Hand-mounted cameras make robots better at mapping their environments

The researchers tested out the technology on a system with a small depth camera attached to a lightweight manipulator arm(Credit: Carnegie Mellon University)

Researchers at Carnegie Mellon University have come up with a novel way of improving robots' inspection and manipulation skills. The team fitted a small camera to the hand of the machine, allowing it to quickly track its environment and the position of the hand in real time.

Remotely operated or autonomous robots often feature cameras and/or other sensors located on the head section of the machine, but that solution is often far from ideal. This is largely due to the fact that robots usually lack the flexibility to lean over and get a good look at the space they're working in.

Researchers believe that placing cameras and sensors on the hands of robots could be much more effective, and thanks to sensors becoming smaller and more power efficient, it's now something that can be easily investigated.

However, it's not quite as simple as integrating a sensor into a robotic hand and getting to work – if the machine can't actually see the hand, and place it in the immediate environment, then it's not going to be able to complete tasks, such as object manipulation and inspection, all that effectively.

One well-known solution that can help tackle the problem is simultaneous localization and mapping (SLAM). It involves the robot taking in data from various sensors, such as radars and cameras, and bringing it together to build a 3D map of the space around it in real time. There are existing algorithms that can perform the task, but they're extremely computationally intensive, making them impractical for widespread use.

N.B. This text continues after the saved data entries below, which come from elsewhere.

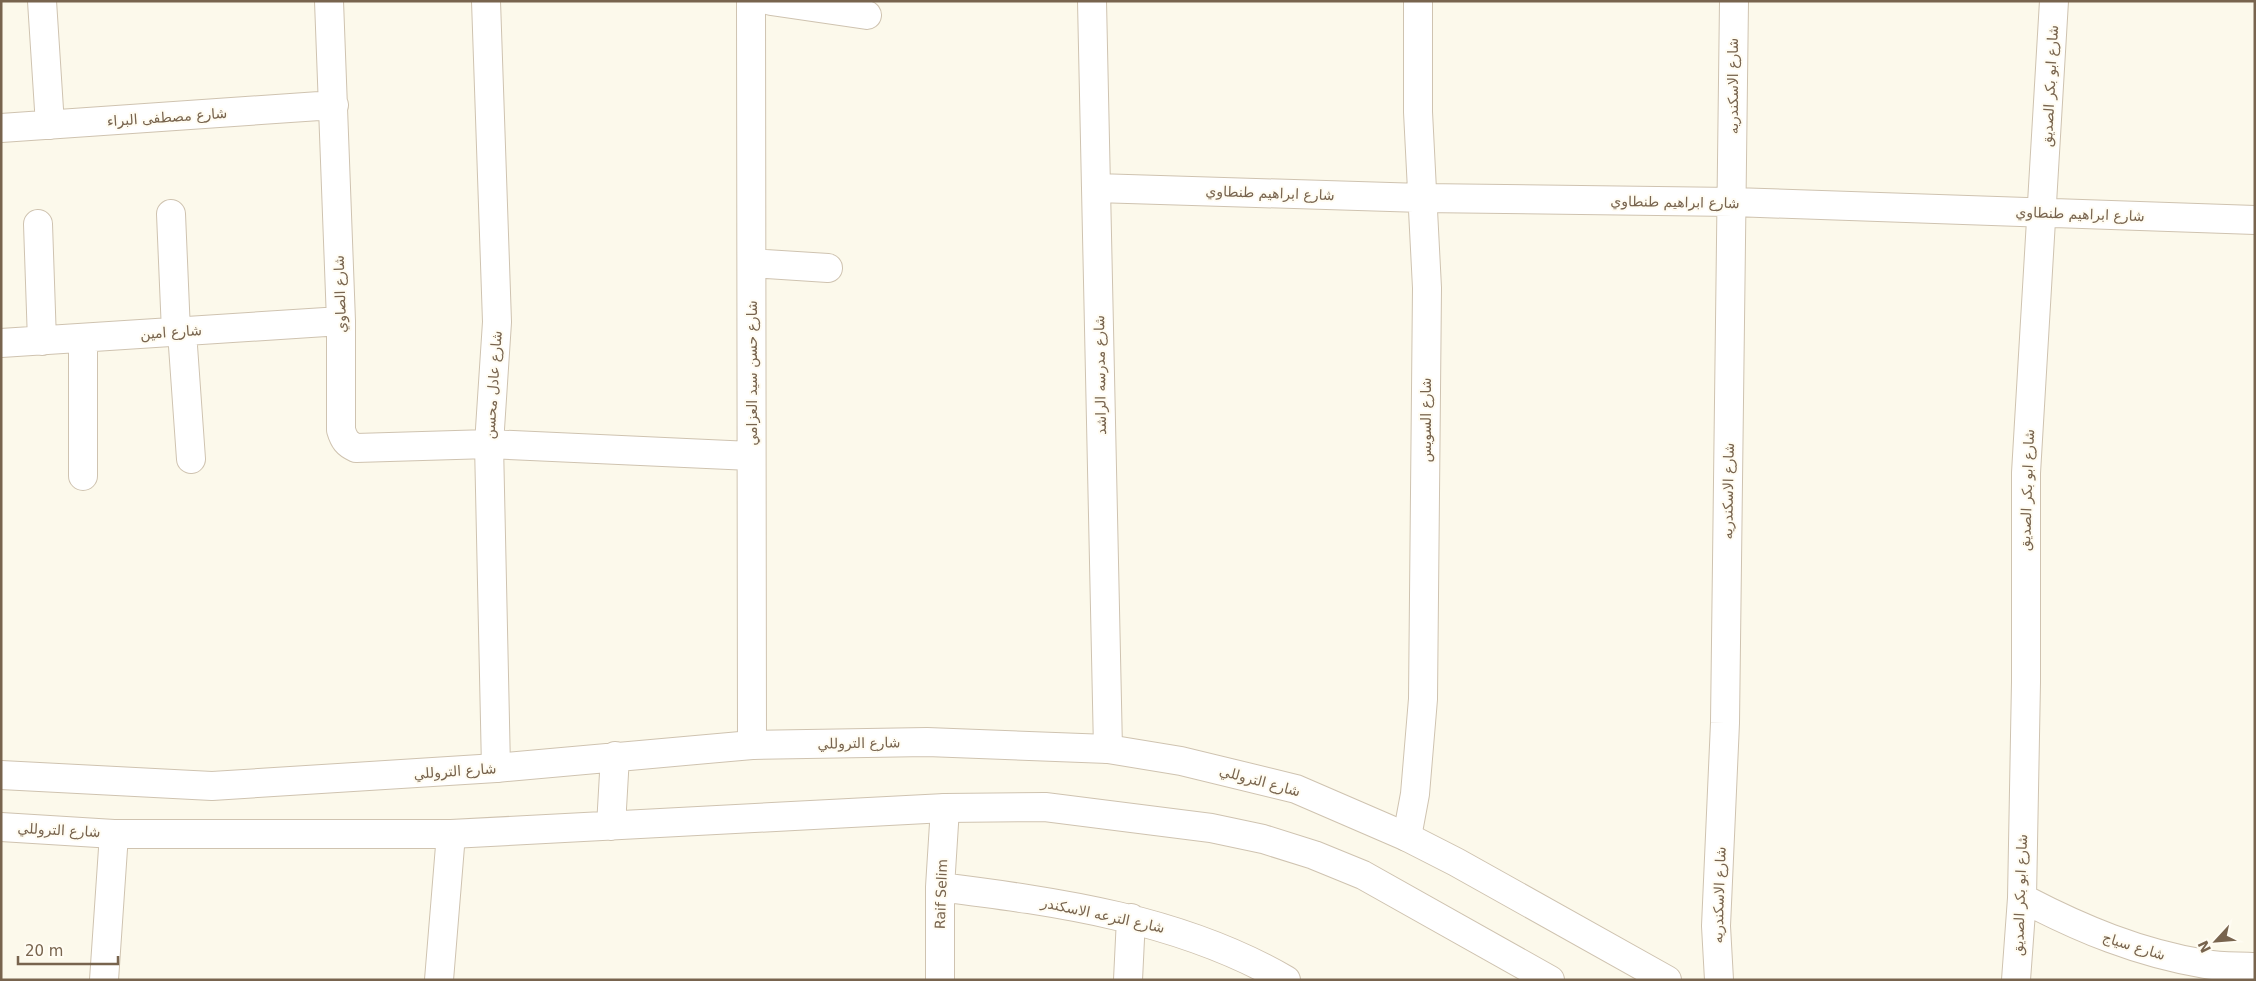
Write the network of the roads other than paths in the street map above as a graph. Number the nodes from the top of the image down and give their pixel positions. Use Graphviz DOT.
graph roads {
  1 [pos="42,1"];
  2 [pos="329,1"];
  3 [pos="486,1"];
  4 [pos="750,1"];
  5 [pos="771,1"];
  6 [pos="1092,1"];
  7 [pos="1418,1"];
  8 [pos="1734,1"];
  9 [pos="2054,1"];
  10 [pos="867,15"];
  11 [pos="334,105"];
  12 [pos="50,125"];
  13 [pos="1,128"];
  14 [pos="1096,188"];
  15 [pos="1422,198"];
  16 [pos="1733,202"];
  17 [pos="2043,212"];
  18 [pos="171,214"];
  19 [pos="2255,220"];
  20 [pos="38,224"];
  21 [pos="752,264"];
  22 [pos="828,268"];
  23 [pos="341,321"];
  24 [pos="179,332"];
  25 [pos="83,338"];
  26 [pos="42,341"];
  27 [pos="1,344"];
  28 [pos="489,444"];
  29 [pos="751,456"];
  30 [pos="191,459"];
  31 [pos="83,476"];
  32 [pos="752,745"];
  33 [pos="1108,749"];
  34 [pos="616,756"];
  35 [pos="496,768"];
  36 [pos="1,775"];
  37 [pos="945,808"];
  38 [pos="611,826"];
  39 [pos="1,827"];
  40 [pos="114,834"];
  41 [pos="451,834"];
  42 [pos="1406,837"];
  43 [pos="940,887"];
  44 [pos="2022,898"];
  45 [pos="1131,918"];
  46 [pos="2255,967"];
  47 [pos="104,980"];
  48 [pos="439,980"];
  49 [pos="940,980"];
  50 [pos="1128,980"];
  51 [pos="1286,980"];
  52 [pos="1550,980"];
  53 [pos="1667,980"];
  54 [pos="1719,980"];
  55 [pos="2016,980"];
  1 -- 12 [label="street"];
  2 -- 11 [label="street, شارع الصاوي"];
  3 -- 28 [label="street, شارع عادل محسن"];
  4 -- 21 [label="street, شارع حسن سيد العزامي"];
  5 -- 10 [label="street"];
  6 -- 14 [label="street, شارع مدرسه الراشد"];
  7 -- 15 [label="street, شارع السويس"];
  8 -- 16 [label="street, شارع الاسكندريه"];
  9 -- 17 [label="street, شارع ابو بكر الصديق"];
  11 -- 12 [label="street, شارع مصطفى البراء"];
  11 -- 23 [label="street, شارع الصاوي"];
  12 -- 13 [label="street, شارع مصطفى البراء"];
  14 -- 15 [label="street, شارع ابراهيم طنطاوي"];
  14 -- 33 [label="street, شارع مدرسه الراشد"];
  15 -- 16 [label="street, شارع ابراهيم طنطاوي"];
  15 -- 42 [label="street, شارع السويس"];
  16 -- 17 [label="street, شارع ابراهيم طنطاوي"];
  16 -- 54 [label="street, شارع الاسكندريه"];
  17 -- 19 [label="street, شارع ابراهيم طنطاوي"];
  17 -- 44 [label="street, شارع ابو بكر الصديق"];
  18 -- 24 [label="street"];
  20 -- 26 [label="street"];
  21 -- 22 [label="street"];
  21 -- 29 [label="street, شارع حسن سيد العزامي"];
  23 -- 24 [label="street, شارع امين"];
  23 -- 28 [label="street, شارع الصاوي"];
  24 -- 25 [label="street, شارع امين"];
  24 -- 30 [label="street"];
  25 -- 26 [label="street, شارع امين"];
  25 -- 31 [label="street"];
  26 -- 27 [label="street, شارع امين"];
  28 -- 29 [label="street"];
  28 -- 35 [label="street, شارع عادل محسن"];
  29 -- 32 [label="street, شارع حسن سيد العزامي"];
  32 -- 33 [label="street, شارع التروللي"];
  32 -- 34 [label="street, شارع التروللي"];
  33 -- 42 [label="street, شارع التروللي"];
  34 -- 35 [label="street, شارع التروللي"];
  34 -- 38 [label="street"];
  35 -- 36 [label="street, شارع التروللي"];
  37 -- 38 [label="street, شارع التروللي"];
  37 -- 43 [label="street, Raif Selim"];
  37 -- 52 [label="street, شارع التروللي"];
  38 -- 41 [label="street, شارع التروللي"];
  39 -- 40 [label="street, شارع التروللي"];
  40 -- 41 [label="street, شارع التروللي"];
  40 -- 47 [label="street"];
  41 -- 48 [label="street"];
  42 -- 53 [label="street, شارع التروللي"];
  43 -- 45 [label="street, شارع الترعه الاسكندر"];
  43 -- 49 [label="street, Raif Selim"];
  44 -- 46 [label="street, شارع سياج"];
  44 -- 55 [label="street, شارع ابو بكر الصديق"];
  45 -- 50 [label="street"];
  45 -- 51 [label="street, شارع الترعه الاسكندر"];
}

However, the Carnegie Mellon researchers found that mounting the camera on a robotic arm with the hand in sight can make things much simpler. The geometry of the hand constrains how the camera is able to move, and by automatically tracking the joint angle, it's possible to very quickly produce high-quality maps of the environment, even during rapid movement.

The researchers tested out the technology on a system with a small depth camera attached to a lightweight manipulator arm. Using the depth data to construct a virtual 3D model of a bookshelf, the team found the results to be equivalent to, or better than, alternative mapping techniques.

"We still have much to do to improve this approach, but we believe it has huge potential for robot manipulation," said associate professor of robotics Siddhartha Srinivasa.

The findings of the work, which was jointly funded by Toyota, the Office of Naval Research, and the National Science Foundation, were presented today at the IEEE International Conference on Robotics and Automation in Stockholm.